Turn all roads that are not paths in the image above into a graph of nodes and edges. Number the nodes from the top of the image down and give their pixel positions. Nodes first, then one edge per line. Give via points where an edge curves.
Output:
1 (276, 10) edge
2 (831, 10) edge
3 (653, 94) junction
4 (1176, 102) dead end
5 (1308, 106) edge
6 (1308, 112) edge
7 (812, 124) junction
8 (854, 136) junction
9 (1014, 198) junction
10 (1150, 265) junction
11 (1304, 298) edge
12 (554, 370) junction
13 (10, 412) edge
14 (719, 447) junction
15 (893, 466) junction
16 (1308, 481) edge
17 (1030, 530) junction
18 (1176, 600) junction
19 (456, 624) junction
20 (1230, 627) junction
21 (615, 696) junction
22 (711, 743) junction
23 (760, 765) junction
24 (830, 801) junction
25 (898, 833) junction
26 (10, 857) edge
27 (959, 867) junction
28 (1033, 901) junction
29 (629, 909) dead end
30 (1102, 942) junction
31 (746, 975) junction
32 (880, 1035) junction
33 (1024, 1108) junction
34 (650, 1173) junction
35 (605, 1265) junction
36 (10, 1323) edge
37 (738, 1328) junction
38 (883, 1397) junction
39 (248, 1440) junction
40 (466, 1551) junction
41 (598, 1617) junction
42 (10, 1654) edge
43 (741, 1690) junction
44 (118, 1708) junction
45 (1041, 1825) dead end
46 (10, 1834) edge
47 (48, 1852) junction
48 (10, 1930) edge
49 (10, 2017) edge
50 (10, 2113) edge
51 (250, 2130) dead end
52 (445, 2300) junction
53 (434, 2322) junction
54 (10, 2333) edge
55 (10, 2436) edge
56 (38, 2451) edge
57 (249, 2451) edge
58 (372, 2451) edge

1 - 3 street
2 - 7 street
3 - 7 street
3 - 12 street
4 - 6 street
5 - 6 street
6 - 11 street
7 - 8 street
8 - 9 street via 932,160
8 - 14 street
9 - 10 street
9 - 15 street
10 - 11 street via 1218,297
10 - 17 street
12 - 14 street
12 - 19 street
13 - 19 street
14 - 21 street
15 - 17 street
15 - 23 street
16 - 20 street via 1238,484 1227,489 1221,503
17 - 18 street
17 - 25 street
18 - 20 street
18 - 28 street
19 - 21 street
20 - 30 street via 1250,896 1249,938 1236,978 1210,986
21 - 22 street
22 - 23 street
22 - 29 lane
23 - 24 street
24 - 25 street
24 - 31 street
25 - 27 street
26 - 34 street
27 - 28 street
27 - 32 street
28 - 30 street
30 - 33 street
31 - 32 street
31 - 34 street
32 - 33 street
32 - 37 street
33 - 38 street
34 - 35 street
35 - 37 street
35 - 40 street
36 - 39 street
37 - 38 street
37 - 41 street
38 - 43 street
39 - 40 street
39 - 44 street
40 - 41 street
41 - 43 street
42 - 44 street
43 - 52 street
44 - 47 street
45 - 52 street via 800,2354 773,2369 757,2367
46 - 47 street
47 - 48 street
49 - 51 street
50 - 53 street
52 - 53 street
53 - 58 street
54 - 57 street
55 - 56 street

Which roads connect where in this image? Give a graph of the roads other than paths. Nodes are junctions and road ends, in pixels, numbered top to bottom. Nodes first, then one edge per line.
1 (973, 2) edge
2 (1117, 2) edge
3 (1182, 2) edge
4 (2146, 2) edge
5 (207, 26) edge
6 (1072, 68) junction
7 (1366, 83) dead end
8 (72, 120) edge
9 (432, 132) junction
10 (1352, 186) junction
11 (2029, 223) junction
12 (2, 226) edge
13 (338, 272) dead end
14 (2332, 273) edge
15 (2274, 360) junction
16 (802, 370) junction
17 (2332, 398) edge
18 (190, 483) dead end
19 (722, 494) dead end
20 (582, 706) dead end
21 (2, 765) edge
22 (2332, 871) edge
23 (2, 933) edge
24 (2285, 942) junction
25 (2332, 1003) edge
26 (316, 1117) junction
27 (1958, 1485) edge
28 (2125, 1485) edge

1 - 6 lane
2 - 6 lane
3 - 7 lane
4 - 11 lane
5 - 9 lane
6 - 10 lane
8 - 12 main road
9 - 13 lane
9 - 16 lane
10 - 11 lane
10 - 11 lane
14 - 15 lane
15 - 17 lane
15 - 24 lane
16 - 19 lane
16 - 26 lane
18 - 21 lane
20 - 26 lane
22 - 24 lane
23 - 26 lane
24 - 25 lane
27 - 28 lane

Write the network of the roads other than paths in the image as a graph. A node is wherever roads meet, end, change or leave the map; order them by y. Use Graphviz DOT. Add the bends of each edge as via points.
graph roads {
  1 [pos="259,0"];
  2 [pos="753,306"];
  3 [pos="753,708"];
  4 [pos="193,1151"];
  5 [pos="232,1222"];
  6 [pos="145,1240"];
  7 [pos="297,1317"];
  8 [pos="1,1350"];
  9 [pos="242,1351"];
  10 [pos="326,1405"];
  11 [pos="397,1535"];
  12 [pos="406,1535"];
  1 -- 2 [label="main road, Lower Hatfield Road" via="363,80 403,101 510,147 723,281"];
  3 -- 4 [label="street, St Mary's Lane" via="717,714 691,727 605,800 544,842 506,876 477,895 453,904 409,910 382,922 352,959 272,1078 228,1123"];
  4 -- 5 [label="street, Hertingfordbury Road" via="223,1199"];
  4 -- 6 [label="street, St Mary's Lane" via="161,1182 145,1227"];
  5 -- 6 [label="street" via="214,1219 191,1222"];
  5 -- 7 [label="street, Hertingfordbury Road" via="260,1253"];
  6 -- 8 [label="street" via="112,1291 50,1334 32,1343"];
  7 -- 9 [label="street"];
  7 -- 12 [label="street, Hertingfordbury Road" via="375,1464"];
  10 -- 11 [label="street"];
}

◆ ◆ ◆ ◆ ◆

◆ **About this exercise**
Transcribe every line of the records exactly, please.

◆ **Result for this exercise**
Turn all roads that are not paths in the image above into a graph of nodes and edges. Number the nodes from the top of the image down and give their pixel positions. Nodes first, then one edge per line. Give via points where an edge curves.
Output:
1 (276, 10) edge
2 (831, 10) edge
3 (653, 94) junction
4 (1176, 102) dead end
5 (1308, 106) edge
6 (1308, 112) edge
7 (812, 124) junction
8 (854, 136) junction
9 (1014, 198) junction
10 (1150, 265) junction
11 (1304, 298) edge
12 (554, 370) junction
13 (10, 412) edge
14 (719, 447) junction
15 (893, 466) junction
16 (1308, 481) edge
17 (1030, 530) junction
18 (1176, 600) junction
19 (456, 624) junction
20 (1230, 627) junction
21 (615, 696) junction
22 (711, 743) junction
23 (760, 765) junction
24 (830, 801) junction
25 (898, 833) junction
26 (10, 857) edge
27 (959, 867) junction
28 (1033, 901) junction
29 (629, 909) dead end
30 (1102, 942) junction
31 (746, 975) junction
32 (880, 1035) junction
33 (1024, 1108) junction
34 (650, 1173) junction
35 (605, 1265) junction
36 (10, 1323) edge
37 (738, 1328) junction
38 (883, 1397) junction
39 (248, 1440) junction
40 (466, 1551) junction
41 (598, 1617) junction
42 (10, 1654) edge
43 (741, 1690) junction
44 (118, 1708) junction
45 (1041, 1825) dead end
46 (10, 1834) edge
47 (48, 1852) junction
48 (10, 1930) edge
49 (10, 2017) edge
50 (10, 2113) edge
51 (250, 2130) dead end
52 (445, 2300) junction
53 (434, 2322) junction
54 (10, 2333) edge
55 (10, 2436) edge
56 (38, 2451) edge
57 (249, 2451) edge
58 (372, 2451) edge

1 - 3 street
2 - 7 street
3 - 7 street
3 - 12 street
4 - 6 street
5 - 6 street
6 - 11 street
7 - 8 street
8 - 9 street via 932,160
8 - 14 street
9 - 10 street
9 - 15 street
10 - 11 street via 1218,297
10 - 17 street
12 - 14 street
12 - 19 street
13 - 19 street
14 - 21 street
15 - 17 street
15 - 23 street
16 - 20 street via 1238,484 1227,489 1221,503
17 - 18 street
17 - 25 street
18 - 20 street
18 - 28 street
19 - 21 street
20 - 30 street via 1250,896 1249,938 1236,978 1210,986
21 - 22 street
22 - 23 street
22 - 29 lane
23 - 24 street
24 - 25 street
24 - 31 street
25 - 27 street
26 - 34 street
27 - 28 street
27 - 32 street
28 - 30 street
30 - 33 street
31 - 32 street
31 - 34 street
32 - 33 street
32 - 37 street
33 - 38 street
34 - 35 street
35 - 37 street
35 - 40 street
36 - 39 street
37 - 38 street
37 - 41 street
38 - 43 street
39 - 40 street
39 - 44 street
40 - 41 street
41 - 43 street
42 - 44 street
43 - 52 street
44 - 47 street
45 - 52 street via 800,2354 773,2369 757,2367
46 - 47 street
47 - 48 street
49 - 51 street
50 - 53 street
52 - 53 street
53 - 58 street
54 - 57 street
55 - 56 street

Which roads connect where in this image? Give a graph of the roads other than paths. Nodes are junctions and road ends, in pixels, numbered top to bottom. Nodes first, then one edge per line.
1 (973, 2) edge
2 (1117, 2) edge
3 (1182, 2) edge
4 (2146, 2) edge
5 (207, 26) edge
6 (1072, 68) junction
7 (1366, 83) dead end
8 (72, 120) edge
9 (432, 132) junction
10 (1352, 186) junction
11 (2029, 223) junction
12 (2, 226) edge
13 (338, 272) dead end
14 (2332, 273) edge
15 (2274, 360) junction
16 (802, 370) junction
17 (2332, 398) edge
18 (190, 483) dead end
19 (722, 494) dead end
20 (582, 706) dead end
21 (2, 765) edge
22 (2332, 871) edge
23 (2, 933) edge
24 (2285, 942) junction
25 (2332, 1003) edge
26 (316, 1117) junction
27 (1958, 1485) edge
28 (2125, 1485) edge

1 - 6 lane
2 - 6 lane
3 - 7 lane
4 - 11 lane
5 - 9 lane
6 - 10 lane
8 - 12 main road
9 - 13 lane
9 - 16 lane
10 - 11 lane
10 - 11 lane
14 - 15 lane
15 - 17 lane
15 - 24 lane
16 - 19 lane
16 - 26 lane
18 - 21 lane
20 - 26 lane
22 - 24 lane
23 - 26 lane
24 - 25 lane
27 - 28 lane

Write the network of the roads other than paths in the image as a graph. A node is wherever roads meet, end, change or leave the map; order them by y. Use Graphviz DOT. Add the bends of each edge as via points.
graph roads {
  1 [pos="259,0"];
  2 [pos="753,306"];
  3 [pos="753,708"];
  4 [pos="193,1151"];
  5 [pos="232,1222"];
  6 [pos="145,1240"];
  7 [pos="297,1317"];
  8 [pos="1,1350"];
  9 [pos="242,1351"];
  10 [pos="326,1405"];
  11 [pos="397,1535"];
  12 [pos="406,1535"];
  1 -- 2 [label="main road, Lower Hatfield Road" via="363,80 403,101 510,147 723,281"];
  3 -- 4 [label="street, St Mary's Lane" via="717,714 691,727 605,800 544,842 506,876 477,895 453,904 409,910 382,922 352,959 272,1078 228,1123"];
  4 -- 5 [label="street, Hertingfordbury Road" via="223,1199"];
  4 -- 6 [label="street, St Mary's Lane" via="161,1182 145,1227"];
  5 -- 6 [label="street" via="214,1219 191,1222"];
  5 -- 7 [label="street, Hertingfordbury Road" via="260,1253"];
  6 -- 8 [label="street" via="112,1291 50,1334 32,1343"];
  7 -- 9 [label="street"];
  7 -- 12 [label="street, Hertingfordbury Road" via="375,1464"];
  10 -- 11 [label="street"];
}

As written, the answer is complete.